##### Records for the exercise

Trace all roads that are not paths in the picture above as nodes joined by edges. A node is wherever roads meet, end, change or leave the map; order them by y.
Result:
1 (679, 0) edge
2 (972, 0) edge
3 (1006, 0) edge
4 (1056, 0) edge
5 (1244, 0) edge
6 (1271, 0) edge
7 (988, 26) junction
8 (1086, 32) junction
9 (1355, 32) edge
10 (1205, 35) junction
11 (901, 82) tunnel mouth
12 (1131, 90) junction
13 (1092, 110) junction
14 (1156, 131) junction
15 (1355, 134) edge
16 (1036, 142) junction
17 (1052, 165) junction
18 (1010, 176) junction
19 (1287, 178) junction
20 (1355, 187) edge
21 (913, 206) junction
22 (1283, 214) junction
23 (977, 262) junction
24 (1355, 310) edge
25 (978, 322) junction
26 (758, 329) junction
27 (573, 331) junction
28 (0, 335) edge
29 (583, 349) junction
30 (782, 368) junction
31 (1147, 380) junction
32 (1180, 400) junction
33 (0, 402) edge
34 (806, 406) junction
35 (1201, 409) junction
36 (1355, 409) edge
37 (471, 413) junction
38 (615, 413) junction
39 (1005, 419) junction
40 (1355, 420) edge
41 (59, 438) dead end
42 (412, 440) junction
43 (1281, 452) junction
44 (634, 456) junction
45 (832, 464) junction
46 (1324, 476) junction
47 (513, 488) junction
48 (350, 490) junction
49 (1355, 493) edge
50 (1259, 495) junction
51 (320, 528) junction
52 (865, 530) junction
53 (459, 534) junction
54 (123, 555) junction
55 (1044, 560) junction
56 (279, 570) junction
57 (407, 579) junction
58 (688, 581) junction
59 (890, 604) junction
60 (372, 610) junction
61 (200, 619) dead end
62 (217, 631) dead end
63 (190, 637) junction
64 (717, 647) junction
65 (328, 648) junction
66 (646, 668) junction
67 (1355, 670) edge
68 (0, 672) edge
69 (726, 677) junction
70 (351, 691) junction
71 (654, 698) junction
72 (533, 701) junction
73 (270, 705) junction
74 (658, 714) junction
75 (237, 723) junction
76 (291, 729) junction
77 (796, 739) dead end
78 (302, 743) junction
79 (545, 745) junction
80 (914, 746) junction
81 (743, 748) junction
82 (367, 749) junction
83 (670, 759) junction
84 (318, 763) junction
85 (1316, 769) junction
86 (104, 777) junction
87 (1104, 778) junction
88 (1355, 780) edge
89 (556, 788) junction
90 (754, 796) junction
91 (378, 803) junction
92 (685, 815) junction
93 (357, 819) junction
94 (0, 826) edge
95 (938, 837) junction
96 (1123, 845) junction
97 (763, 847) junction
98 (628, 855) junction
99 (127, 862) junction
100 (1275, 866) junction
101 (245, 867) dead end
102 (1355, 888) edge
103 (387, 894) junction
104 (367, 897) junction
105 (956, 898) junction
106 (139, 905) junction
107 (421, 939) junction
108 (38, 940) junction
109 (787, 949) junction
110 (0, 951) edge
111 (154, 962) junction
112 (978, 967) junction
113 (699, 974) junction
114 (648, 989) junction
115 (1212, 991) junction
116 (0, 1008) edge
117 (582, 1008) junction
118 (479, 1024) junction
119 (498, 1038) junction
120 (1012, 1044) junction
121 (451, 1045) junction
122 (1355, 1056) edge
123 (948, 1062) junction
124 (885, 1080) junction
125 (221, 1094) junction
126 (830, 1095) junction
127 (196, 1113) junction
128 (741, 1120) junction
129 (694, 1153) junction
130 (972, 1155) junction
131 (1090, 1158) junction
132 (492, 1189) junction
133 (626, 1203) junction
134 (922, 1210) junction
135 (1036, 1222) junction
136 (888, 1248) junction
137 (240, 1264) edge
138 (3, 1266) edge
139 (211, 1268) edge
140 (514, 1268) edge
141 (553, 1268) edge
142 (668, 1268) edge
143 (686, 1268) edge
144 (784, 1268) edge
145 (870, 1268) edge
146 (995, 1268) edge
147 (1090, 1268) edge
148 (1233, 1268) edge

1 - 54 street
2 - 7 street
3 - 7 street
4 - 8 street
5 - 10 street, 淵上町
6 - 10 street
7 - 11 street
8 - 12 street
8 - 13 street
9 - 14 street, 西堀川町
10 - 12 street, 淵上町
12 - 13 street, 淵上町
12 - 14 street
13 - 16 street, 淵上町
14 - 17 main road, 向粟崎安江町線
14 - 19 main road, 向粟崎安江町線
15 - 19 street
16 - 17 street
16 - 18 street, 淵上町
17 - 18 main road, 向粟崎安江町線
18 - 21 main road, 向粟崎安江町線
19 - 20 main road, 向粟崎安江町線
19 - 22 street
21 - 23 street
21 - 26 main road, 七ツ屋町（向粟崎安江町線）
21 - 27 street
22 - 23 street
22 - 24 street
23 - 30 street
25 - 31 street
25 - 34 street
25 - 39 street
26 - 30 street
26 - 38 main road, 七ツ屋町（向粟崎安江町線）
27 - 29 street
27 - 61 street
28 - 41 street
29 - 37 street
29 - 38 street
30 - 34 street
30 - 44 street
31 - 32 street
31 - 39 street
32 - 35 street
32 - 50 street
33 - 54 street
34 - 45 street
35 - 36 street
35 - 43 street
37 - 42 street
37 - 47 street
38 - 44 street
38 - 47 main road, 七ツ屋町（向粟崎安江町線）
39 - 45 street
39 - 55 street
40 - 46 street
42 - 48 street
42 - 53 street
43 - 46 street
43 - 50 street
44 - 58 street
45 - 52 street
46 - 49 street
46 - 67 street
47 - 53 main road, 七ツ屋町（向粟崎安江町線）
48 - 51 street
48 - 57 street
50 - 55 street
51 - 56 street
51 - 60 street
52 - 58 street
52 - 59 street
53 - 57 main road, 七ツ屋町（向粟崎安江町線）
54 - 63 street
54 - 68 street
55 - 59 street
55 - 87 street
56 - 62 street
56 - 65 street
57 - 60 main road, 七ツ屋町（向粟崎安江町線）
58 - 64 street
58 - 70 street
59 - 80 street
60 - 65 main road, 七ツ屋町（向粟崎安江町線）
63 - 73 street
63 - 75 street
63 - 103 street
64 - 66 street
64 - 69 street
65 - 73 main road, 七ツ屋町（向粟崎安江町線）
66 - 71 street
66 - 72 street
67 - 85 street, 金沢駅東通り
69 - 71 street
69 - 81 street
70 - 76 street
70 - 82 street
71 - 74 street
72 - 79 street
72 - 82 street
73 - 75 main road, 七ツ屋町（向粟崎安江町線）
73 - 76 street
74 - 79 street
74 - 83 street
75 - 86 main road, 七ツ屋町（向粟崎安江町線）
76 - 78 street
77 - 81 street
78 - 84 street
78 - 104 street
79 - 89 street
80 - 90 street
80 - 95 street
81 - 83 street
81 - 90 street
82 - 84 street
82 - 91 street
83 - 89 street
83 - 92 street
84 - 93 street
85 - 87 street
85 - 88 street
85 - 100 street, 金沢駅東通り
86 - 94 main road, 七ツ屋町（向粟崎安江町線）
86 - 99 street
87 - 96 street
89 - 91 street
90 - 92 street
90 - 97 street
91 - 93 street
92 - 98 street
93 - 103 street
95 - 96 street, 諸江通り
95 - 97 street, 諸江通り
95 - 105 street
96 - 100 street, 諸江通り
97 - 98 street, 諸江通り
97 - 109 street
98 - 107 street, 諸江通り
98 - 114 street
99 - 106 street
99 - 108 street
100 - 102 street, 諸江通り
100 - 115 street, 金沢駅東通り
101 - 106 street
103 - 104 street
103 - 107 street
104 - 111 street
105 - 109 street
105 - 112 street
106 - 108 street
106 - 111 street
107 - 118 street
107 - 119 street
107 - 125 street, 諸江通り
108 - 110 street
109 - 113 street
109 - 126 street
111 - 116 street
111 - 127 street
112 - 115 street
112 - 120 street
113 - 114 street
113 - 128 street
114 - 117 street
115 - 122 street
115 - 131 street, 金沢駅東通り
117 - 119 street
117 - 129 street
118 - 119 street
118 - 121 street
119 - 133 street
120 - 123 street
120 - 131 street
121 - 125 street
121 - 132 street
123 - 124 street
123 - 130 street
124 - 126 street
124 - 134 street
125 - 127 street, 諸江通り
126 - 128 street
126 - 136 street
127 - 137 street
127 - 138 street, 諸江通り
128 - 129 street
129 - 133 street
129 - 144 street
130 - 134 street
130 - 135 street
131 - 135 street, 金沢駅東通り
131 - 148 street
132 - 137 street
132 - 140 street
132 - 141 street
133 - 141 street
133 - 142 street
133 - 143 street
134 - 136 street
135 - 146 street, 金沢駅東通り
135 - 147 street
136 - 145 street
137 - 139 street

##########

- _Required action_: For the entries above, please state how many lines contain the string "諸江通り"; give the number and nothing else.

- _Reply to the task_: 9